__Exercise instructions__
The records are to be reproduced verbatim.

********************

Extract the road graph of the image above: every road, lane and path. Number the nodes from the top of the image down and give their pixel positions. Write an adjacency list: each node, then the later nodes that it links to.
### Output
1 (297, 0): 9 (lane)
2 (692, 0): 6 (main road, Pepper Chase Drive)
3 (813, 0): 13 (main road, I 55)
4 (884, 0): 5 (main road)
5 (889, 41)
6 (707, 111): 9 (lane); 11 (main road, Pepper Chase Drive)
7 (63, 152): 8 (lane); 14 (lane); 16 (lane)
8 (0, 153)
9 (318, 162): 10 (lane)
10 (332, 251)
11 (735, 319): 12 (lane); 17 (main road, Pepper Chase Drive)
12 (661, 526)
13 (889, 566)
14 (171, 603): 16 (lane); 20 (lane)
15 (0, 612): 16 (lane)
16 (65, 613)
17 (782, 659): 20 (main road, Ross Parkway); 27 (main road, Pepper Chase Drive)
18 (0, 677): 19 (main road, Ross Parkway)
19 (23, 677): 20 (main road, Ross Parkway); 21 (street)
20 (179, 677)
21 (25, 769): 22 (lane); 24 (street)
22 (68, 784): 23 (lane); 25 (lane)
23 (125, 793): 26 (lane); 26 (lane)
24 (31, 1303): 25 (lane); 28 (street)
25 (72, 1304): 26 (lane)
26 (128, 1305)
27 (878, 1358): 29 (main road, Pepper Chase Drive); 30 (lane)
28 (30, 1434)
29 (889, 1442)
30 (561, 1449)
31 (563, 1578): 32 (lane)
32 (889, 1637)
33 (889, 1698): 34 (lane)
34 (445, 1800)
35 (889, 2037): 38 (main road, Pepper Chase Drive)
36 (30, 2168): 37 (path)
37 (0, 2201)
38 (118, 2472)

********************

__Expected answer__
Extract the road graph of the image above: every road, lane and path. Number the nodes from the top of the image down and give their pixel positions. Write an adjacency list: each node, then the later nodes that it links to.
### Output
1 (297, 0): 9 (lane)
2 (692, 0): 6 (main road, Pepper Chase Drive)
3 (813, 0): 13 (main road, I 55)
4 (884, 0): 5 (main road)
5 (889, 41)
6 (707, 111): 9 (lane); 11 (main road, Pepper Chase Drive)
7 (63, 152): 8 (lane); 14 (lane); 16 (lane)
8 (0, 153)
9 (318, 162): 10 (lane)
10 (332, 251)
11 (735, 319): 12 (lane); 17 (main road, Pepper Chase Drive)
12 (661, 526)
13 (889, 566)
14 (171, 603): 16 (lane); 20 (lane)
15 (0, 612): 16 (lane)
16 (65, 613)
17 (782, 659): 20 (main road, Ross Parkway); 27 (main road, Pepper Chase Drive)
18 (0, 677): 19 (main road, Ross Parkway)
19 (23, 677): 20 (main road, Ross Parkway); 21 (street)
20 (179, 677)
21 (25, 769): 22 (lane); 24 (street)
22 (68, 784): 23 (lane); 25 (lane)
23 (125, 793): 26 (lane); 26 (lane)
24 (31, 1303): 25 (lane); 28 (street)
25 (72, 1304): 26 (lane)
26 (128, 1305)
27 (878, 1358): 29 (main road, Pepper Chase Drive); 30 (lane)
28 (30, 1434)
29 (889, 1442)
30 (561, 1449)
31 (563, 1578): 32 (lane)
32 (889, 1637)
33 (889, 1698): 34 (lane)
34 (445, 1800)
35 (889, 2037): 38 (main road, Pepper Chase Drive)
36 (30, 2168): 37 (path)
37 (0, 2201)
38 (118, 2472)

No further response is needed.